⁴Center for Regenerative Therapies Dresden, Technical University of Dresden, 01307 Dresden, Germany

author email corresponding author email

Neural Development 2008, 3:34doi:10.1186/1749-8104-3-34


Published:	8 December 2008

Abstract

Background

The trajectory of corticospinal tract (CST) axons from cortex to spinal cord involves a succession of choice points, each of which is controlled by multiple guidance molecules. To assess the involvement of transmembrane semaphorins and their plexin receptors in the guidance of CST axons, we have examined this tract in mutants of Semaphorin-6A (Sema6A), Plexin-A2 (PlxnA2) and Plexin-A4 (PlxnA4).

Results

We describe defects in CST guidance in Sema6A mutants at choice points at the mid-hindbrain boundary (MHB) and in navigation through the pons that dramatically affect how many axons arrive to the hindbrain and spinal cord and result in hypoplasia of the CST. We also observe defects in guidance within the hindbrain where a proportion of axons aberrantly adopt a ventrolateral position and fail to decussate. This function in the hindbrain seems to be mediated by the known Sema6A receptor PlxnA4, which is expressed by CST axons.

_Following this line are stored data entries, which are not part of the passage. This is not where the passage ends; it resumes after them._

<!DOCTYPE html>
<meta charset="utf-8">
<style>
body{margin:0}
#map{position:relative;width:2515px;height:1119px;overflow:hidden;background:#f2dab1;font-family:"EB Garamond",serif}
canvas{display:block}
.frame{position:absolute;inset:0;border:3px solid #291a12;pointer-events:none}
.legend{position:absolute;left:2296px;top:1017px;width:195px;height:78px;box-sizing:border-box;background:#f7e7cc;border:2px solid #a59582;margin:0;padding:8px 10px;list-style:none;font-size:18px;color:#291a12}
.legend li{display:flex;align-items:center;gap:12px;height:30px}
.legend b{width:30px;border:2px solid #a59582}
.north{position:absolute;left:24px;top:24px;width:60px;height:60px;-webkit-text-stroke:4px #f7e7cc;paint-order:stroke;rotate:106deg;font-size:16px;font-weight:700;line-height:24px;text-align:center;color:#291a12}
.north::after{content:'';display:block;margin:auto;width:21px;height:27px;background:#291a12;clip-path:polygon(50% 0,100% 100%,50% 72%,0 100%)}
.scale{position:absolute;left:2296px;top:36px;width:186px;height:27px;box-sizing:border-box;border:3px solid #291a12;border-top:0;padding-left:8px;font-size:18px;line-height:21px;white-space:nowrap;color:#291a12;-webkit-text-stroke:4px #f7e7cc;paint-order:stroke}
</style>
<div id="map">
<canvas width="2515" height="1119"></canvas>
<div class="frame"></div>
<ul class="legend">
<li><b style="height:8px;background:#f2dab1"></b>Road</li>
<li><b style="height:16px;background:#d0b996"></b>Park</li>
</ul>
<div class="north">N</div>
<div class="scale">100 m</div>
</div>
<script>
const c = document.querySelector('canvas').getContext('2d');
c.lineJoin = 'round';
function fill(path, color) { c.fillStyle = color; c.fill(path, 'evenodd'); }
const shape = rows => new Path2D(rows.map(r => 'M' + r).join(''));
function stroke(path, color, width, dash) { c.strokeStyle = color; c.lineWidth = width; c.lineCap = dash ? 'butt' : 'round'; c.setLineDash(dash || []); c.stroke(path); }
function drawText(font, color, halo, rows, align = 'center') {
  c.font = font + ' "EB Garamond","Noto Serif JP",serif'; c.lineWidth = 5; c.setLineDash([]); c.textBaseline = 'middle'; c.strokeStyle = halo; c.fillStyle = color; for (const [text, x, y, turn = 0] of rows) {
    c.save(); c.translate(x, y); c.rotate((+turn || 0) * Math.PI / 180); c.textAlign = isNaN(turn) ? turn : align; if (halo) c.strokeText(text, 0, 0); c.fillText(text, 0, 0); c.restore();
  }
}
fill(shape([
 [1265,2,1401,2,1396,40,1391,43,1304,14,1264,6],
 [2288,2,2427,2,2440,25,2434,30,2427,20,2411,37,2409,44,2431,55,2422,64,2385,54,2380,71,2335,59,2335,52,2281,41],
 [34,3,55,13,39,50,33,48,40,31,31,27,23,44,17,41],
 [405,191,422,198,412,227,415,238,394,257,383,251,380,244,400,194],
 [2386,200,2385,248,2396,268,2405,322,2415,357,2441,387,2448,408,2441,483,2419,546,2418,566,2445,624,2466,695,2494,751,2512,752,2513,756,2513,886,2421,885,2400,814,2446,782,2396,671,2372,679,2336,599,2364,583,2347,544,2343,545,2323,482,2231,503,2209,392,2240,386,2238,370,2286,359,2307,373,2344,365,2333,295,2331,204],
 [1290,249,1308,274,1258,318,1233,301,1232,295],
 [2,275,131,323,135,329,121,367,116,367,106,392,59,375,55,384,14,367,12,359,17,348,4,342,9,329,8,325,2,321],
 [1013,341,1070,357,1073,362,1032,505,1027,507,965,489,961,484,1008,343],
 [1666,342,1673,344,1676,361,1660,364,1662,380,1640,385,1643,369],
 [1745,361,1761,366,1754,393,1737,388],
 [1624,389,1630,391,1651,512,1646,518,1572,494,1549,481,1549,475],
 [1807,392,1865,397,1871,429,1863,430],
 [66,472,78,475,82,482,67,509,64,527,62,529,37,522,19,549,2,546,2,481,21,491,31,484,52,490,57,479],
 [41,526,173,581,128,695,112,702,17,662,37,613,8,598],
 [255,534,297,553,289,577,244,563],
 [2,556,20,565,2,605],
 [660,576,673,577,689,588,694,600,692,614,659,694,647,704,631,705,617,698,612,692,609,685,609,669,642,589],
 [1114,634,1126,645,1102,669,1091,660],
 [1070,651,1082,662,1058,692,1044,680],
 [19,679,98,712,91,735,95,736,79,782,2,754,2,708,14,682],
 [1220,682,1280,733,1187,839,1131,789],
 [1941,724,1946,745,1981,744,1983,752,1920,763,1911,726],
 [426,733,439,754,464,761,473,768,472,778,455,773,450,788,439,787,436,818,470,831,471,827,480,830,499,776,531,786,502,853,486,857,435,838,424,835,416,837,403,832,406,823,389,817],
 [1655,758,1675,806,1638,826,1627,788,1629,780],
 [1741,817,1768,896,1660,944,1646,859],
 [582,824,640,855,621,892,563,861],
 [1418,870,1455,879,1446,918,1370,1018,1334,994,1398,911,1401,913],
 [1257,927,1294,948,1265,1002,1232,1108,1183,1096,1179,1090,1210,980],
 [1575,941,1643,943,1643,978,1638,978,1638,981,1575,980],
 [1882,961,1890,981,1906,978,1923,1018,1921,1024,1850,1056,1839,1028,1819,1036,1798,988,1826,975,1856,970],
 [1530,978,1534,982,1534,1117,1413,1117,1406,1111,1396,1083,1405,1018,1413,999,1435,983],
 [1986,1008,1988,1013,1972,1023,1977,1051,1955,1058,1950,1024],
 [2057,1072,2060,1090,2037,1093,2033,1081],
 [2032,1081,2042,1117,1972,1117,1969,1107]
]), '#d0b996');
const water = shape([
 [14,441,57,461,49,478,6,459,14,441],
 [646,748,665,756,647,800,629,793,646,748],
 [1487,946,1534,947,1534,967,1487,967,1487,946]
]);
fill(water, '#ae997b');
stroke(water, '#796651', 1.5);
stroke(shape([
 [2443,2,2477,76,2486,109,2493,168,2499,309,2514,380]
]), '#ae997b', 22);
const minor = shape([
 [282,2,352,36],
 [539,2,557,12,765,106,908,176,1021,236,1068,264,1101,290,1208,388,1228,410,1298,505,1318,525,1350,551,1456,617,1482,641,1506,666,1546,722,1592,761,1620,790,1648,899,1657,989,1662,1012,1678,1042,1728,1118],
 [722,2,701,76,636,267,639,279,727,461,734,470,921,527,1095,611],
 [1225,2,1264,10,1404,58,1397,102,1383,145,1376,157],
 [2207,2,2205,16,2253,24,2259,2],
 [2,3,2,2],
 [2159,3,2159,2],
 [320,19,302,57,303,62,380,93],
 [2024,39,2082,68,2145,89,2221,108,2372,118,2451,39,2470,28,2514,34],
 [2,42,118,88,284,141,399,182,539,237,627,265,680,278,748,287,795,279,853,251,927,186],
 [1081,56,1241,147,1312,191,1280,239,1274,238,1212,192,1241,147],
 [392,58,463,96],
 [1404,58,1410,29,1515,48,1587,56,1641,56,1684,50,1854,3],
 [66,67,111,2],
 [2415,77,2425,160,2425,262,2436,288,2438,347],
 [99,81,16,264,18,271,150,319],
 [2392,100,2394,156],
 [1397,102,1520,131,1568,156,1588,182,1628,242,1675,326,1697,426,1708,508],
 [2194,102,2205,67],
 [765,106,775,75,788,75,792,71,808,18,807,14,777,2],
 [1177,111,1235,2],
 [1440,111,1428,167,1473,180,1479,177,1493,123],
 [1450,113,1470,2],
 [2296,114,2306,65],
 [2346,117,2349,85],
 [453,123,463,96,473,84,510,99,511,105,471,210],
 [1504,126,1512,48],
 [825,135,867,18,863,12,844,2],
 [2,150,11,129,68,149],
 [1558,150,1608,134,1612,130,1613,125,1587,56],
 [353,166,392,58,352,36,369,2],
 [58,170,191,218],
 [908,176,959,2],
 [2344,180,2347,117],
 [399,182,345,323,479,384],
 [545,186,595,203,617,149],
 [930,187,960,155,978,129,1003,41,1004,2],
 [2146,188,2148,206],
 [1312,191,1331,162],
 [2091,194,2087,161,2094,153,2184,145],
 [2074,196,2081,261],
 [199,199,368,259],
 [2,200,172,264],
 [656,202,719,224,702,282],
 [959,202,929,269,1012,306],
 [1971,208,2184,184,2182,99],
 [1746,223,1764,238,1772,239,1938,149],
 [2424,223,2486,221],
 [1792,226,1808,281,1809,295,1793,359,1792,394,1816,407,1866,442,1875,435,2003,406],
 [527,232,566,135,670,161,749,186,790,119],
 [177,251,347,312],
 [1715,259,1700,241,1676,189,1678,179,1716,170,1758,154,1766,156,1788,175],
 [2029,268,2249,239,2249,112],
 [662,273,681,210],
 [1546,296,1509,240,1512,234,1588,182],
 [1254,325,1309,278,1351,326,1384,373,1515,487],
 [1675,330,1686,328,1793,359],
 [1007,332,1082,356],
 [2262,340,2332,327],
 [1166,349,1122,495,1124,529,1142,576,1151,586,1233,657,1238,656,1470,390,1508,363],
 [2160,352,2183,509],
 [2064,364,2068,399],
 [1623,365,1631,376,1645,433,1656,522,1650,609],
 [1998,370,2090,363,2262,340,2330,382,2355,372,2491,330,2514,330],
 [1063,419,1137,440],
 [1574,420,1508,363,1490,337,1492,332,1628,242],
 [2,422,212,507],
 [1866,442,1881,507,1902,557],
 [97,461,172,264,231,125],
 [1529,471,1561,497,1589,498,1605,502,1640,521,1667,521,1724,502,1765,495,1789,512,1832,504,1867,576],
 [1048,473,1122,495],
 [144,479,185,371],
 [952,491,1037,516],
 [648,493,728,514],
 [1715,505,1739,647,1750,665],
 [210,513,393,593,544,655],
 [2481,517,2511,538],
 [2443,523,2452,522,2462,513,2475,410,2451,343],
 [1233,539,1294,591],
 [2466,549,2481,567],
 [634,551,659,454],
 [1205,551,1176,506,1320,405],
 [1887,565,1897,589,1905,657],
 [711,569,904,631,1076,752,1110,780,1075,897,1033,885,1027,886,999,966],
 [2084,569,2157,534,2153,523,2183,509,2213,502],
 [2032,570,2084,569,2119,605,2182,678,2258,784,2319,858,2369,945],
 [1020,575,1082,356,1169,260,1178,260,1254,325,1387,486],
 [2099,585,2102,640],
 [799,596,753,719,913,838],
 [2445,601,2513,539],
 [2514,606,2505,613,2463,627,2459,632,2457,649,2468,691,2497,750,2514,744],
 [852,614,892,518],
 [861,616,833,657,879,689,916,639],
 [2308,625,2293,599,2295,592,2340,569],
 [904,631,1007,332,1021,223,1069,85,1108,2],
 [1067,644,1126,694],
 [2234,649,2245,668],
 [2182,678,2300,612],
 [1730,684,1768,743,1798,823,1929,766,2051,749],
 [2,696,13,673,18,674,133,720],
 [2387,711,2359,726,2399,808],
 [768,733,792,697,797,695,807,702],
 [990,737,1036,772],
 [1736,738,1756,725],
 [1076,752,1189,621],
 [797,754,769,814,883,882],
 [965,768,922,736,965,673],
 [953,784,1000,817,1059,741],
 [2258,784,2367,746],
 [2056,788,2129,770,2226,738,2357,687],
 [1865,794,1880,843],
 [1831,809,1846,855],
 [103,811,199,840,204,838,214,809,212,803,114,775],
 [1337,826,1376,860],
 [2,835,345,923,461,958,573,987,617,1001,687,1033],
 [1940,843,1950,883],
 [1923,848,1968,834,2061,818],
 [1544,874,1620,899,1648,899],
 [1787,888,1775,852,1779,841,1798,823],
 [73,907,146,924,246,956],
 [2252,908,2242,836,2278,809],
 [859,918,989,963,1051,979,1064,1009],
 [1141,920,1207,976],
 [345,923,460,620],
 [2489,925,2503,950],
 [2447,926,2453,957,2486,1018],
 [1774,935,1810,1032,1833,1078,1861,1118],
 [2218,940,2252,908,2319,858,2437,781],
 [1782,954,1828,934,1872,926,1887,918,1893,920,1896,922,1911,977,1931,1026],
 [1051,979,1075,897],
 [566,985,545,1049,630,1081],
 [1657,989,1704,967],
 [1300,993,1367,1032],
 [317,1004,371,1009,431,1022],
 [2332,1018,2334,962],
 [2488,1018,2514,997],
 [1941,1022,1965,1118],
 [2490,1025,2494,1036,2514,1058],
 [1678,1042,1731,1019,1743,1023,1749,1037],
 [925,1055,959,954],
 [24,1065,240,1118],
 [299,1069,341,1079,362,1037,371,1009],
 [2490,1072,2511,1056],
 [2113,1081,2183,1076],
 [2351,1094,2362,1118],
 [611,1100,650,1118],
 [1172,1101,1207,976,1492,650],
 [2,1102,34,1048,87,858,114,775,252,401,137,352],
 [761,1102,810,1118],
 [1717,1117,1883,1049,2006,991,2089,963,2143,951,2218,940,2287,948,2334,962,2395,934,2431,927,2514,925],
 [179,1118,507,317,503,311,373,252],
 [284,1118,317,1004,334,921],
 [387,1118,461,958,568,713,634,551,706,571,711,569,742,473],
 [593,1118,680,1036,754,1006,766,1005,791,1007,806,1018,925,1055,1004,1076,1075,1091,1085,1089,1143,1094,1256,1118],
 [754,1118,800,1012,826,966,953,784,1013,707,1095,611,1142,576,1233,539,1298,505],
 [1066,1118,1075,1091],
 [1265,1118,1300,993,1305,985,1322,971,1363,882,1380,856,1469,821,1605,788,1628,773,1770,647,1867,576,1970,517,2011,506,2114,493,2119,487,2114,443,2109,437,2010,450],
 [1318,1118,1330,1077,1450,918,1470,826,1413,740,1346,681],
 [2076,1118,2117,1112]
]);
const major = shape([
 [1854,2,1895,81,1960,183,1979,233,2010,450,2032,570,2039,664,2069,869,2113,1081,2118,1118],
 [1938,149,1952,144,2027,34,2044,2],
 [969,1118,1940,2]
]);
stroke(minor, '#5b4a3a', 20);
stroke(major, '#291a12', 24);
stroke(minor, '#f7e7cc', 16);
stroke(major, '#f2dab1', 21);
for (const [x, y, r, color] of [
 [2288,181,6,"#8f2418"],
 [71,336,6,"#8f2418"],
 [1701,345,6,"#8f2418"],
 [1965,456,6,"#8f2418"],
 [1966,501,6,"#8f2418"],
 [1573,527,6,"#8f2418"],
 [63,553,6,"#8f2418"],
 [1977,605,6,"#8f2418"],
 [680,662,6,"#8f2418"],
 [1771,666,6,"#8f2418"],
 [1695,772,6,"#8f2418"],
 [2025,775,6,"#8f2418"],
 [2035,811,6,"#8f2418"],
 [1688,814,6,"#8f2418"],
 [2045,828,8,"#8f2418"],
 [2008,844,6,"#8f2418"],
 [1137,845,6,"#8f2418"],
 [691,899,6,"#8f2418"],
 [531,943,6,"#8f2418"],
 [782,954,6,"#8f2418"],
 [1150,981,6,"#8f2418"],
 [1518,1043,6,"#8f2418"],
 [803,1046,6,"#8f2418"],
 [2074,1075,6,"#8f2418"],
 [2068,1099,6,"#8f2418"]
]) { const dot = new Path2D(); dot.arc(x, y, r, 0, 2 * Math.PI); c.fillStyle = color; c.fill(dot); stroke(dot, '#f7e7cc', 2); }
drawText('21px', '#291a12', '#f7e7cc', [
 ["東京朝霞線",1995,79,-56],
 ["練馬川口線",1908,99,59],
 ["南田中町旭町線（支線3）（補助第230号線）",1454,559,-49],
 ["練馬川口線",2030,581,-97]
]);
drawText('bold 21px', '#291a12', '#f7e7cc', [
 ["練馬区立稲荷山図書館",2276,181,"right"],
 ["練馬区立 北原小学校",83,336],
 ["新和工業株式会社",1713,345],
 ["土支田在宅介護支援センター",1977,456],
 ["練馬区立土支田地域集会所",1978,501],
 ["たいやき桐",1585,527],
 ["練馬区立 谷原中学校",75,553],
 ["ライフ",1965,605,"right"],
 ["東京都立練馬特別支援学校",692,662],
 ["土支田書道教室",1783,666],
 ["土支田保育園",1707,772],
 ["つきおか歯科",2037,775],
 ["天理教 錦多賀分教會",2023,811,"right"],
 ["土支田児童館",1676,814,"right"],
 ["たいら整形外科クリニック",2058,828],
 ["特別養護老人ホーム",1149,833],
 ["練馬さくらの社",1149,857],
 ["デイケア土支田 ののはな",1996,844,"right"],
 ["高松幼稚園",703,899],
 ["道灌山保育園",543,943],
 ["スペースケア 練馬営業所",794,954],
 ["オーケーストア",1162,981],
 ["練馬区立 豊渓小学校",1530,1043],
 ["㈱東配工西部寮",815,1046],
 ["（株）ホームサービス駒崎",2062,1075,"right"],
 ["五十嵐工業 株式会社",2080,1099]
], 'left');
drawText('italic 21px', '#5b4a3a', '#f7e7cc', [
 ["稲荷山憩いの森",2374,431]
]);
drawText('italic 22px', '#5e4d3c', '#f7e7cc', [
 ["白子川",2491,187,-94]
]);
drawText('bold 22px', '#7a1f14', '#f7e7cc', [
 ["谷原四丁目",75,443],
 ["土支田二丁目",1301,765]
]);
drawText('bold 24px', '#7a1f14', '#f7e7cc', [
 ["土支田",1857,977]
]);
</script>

Guidance at the MHB, however, appears independent of this and of the other known receptor, PlxnA2, and may depend instead on Sema6A expression on CST axons themselves at embryonic stages.

Conclusion

These data identify Sema6A as a major contributor to the guidance of CST axons at multiple choice points. They highlight the active control of guidance at the MHB and also implicate the inferior olive as an important structure in the guidance of CST axons within the hindbrain. They also suggest that Sema6A, which is strongly expressed by oligodendrocytes, may affect CST regeneration in adults.